I love that you love it! And, You’re welcome!,
And, I’m getting one too!!!
jayhosking wrote:
19 May 2018
This week, I picked up the Yamaha Reface CS, a simple and sturdy one-oscillator VA synth, based on another thread on the forum. I love its design, and love tinkering with the thing. While I know what all its parameters do, there's a different sort of "knowing" that comes from toying with the faders for hours on end. I feel like I've learned more intuitive information about synthesis this week than any other since I started making synth music, information that applies from Subtractor all the way to eXpanse or the Arturia V Collection. So I think there's something beneficial about experimenting in both hardware and software realms.

avasopht
Competition Winner
Posts: 3932
Joined: 16 Jan 2015

21 May 2018

For live:

Latency - seems to be a lot less of it in hardware without any threat of dropouts.

Different interfaces - I've used keyboard workstations when playing in churches for years and occasionally have played from Reason. In that setting I need to make lots of adjustments while playing, as in, while I am in the middle of playing I might also be turning down the bass, raising the string, changing the electric piano for a trumpet, or programming a new patch entirely. This is a lot easier using the keyboard interface.

For composition:

I tend to prefer software, but I do find the patches on keyboard workstations a lot more playable, and I prefer browsing sounds in hardware - probably because of the simplicity.

jimmyklane
Posts: 740
Joined: 16 Apr 2018

21 May 2018

O1B wrote:
21 May 2018
So... you gear matters... but only to you then.... .

So... Your gear matters...
Don’t be afraid to say it.
jimmyklane wrote:
19 May 2018


No. Not at all.
A: you took pieces out and quoted me without context
B: my gear only matters to ME
C: as I stated before, if I wasn’t invested I’d probably be 100% ITB with Reason. I’ve heard results just as good and better than what I’m doing without anybody touching a famous vintage drum machine or $5000 analog polysynth.
Dude....

OF COURSE my gear matters to me! I’ve spent years and years making my setup. However, if my house burned down today I could still crush it on a laptop with Reason. That’s my point. Hardware is a luxury. A wonderful and inspiring luxury.
DAW: Reason 12

SAMPLERS: Akai MPC 2000, E-mu SP1200, E-Mu e5000Ultra, Ensoniq EPS 16+, Akai S950, Maschine

SYNTHS: Mostly classic Polysynths and more modern Monosynths. All are mostly food for my samplers!

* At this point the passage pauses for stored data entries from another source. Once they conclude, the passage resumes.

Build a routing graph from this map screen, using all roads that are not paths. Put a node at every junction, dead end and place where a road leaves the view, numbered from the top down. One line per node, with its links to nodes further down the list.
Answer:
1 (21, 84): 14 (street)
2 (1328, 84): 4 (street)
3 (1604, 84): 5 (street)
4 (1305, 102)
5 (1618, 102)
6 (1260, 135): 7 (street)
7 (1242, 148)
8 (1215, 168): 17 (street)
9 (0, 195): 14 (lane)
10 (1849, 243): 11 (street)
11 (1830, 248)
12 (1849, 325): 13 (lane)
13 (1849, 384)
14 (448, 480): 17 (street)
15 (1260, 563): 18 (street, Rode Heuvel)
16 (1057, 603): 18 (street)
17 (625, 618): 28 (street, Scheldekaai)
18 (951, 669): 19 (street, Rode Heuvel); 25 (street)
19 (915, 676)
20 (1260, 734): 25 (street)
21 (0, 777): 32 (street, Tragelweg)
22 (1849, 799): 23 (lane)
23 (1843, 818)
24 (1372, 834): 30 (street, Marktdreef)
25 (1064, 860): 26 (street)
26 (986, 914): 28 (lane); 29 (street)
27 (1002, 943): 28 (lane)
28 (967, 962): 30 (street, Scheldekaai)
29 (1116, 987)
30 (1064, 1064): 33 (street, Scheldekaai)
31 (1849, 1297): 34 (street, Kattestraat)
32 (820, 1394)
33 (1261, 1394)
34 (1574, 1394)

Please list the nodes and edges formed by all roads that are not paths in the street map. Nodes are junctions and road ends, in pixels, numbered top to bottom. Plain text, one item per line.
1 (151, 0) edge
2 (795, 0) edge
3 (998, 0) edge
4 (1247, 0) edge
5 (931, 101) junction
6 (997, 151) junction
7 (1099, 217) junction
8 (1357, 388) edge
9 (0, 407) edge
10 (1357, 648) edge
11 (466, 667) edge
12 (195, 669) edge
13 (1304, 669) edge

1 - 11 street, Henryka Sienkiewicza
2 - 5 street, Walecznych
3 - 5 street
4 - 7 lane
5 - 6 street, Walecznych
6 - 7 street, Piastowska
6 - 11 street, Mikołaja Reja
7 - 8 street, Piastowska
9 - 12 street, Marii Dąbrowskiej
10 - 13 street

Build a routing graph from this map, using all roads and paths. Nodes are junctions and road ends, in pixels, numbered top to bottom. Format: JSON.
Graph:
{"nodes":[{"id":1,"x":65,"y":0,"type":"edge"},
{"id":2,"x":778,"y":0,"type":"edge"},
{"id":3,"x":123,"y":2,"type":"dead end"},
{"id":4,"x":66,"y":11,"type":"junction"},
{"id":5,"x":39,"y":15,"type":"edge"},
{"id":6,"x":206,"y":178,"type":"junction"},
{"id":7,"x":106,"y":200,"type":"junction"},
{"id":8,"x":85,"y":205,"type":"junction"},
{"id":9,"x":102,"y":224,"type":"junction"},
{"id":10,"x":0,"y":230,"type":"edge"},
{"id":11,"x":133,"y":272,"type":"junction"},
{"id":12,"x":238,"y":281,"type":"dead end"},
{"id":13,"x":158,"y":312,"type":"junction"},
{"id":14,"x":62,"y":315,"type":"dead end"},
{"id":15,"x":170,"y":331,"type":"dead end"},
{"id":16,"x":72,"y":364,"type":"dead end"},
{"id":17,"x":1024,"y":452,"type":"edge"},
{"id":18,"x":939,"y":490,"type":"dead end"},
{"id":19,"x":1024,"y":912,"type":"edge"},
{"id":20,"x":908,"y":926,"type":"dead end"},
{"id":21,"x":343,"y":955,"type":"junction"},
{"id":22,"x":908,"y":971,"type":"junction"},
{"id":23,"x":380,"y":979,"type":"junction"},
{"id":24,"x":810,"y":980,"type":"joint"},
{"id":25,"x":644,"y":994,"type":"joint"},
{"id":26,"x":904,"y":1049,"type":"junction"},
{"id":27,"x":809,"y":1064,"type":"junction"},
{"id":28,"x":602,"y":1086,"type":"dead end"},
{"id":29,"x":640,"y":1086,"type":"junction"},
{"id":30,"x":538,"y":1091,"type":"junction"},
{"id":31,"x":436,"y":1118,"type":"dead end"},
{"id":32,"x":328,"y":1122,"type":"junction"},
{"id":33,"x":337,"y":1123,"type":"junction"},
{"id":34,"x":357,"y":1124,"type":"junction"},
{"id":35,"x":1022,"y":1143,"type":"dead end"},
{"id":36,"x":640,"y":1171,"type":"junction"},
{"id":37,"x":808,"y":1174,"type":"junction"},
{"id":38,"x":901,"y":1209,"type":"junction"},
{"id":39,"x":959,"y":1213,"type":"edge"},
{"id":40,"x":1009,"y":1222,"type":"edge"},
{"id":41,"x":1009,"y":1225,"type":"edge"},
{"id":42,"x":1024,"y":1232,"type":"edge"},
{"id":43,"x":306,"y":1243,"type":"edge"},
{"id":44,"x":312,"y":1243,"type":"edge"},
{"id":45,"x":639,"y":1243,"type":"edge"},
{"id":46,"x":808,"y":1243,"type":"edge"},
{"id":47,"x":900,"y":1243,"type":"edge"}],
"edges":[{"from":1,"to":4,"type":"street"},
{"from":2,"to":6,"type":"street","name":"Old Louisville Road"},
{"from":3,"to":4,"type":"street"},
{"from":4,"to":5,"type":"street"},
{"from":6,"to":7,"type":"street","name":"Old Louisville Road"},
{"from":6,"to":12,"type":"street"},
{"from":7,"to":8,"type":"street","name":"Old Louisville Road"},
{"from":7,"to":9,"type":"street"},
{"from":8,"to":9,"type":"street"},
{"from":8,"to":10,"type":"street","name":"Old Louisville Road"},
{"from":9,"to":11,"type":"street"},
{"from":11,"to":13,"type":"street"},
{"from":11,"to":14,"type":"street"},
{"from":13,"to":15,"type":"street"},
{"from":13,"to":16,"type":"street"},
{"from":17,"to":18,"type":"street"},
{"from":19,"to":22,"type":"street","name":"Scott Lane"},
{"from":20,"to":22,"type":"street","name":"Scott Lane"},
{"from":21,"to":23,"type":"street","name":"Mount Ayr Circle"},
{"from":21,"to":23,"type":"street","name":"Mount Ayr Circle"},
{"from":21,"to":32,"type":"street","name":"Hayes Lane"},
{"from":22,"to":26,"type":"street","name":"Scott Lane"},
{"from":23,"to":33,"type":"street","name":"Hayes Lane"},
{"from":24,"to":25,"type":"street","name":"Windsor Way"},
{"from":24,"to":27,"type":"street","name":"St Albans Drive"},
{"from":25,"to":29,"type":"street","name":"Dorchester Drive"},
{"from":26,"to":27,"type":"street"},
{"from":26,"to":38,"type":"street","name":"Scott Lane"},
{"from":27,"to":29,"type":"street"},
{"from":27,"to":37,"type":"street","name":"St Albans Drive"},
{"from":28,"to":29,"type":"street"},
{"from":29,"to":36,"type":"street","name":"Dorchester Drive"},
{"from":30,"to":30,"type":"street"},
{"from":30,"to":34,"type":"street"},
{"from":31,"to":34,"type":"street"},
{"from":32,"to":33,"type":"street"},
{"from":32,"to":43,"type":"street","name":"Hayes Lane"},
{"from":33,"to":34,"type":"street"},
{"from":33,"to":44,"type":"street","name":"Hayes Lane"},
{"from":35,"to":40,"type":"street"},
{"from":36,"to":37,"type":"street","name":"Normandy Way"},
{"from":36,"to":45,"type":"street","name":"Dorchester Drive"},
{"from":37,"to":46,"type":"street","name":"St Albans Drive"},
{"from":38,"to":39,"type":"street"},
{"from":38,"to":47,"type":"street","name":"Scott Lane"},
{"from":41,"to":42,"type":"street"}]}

www.soundcloud.com/jimmyklane

User avatar
O1B
Posts: 2037
Joined: 26 Jan 2015

21 May 2018

Dude, I AGREE with EVERYTHING you just SAID. We're on the same page.

Of course, you could crush it with reason and a laptop - except the
LAPTOP would've burned up too!!

Image
That's the Scenario, Yo!
jimmyklane wrote:
21 May 2018
O1B wrote:
21 May 2018
So... you gear matters... but only to you then.... .

So... Your gear matters...
Don’t be afraid to say it.
Dude....

OF COURSE my gear matters to me! I’ve spent years and years making my setup. However, if my house burned down today I could still crush it on a laptop with Reason. That’s my point. Hardware is a luxury. A wonderful and inspiring luxury.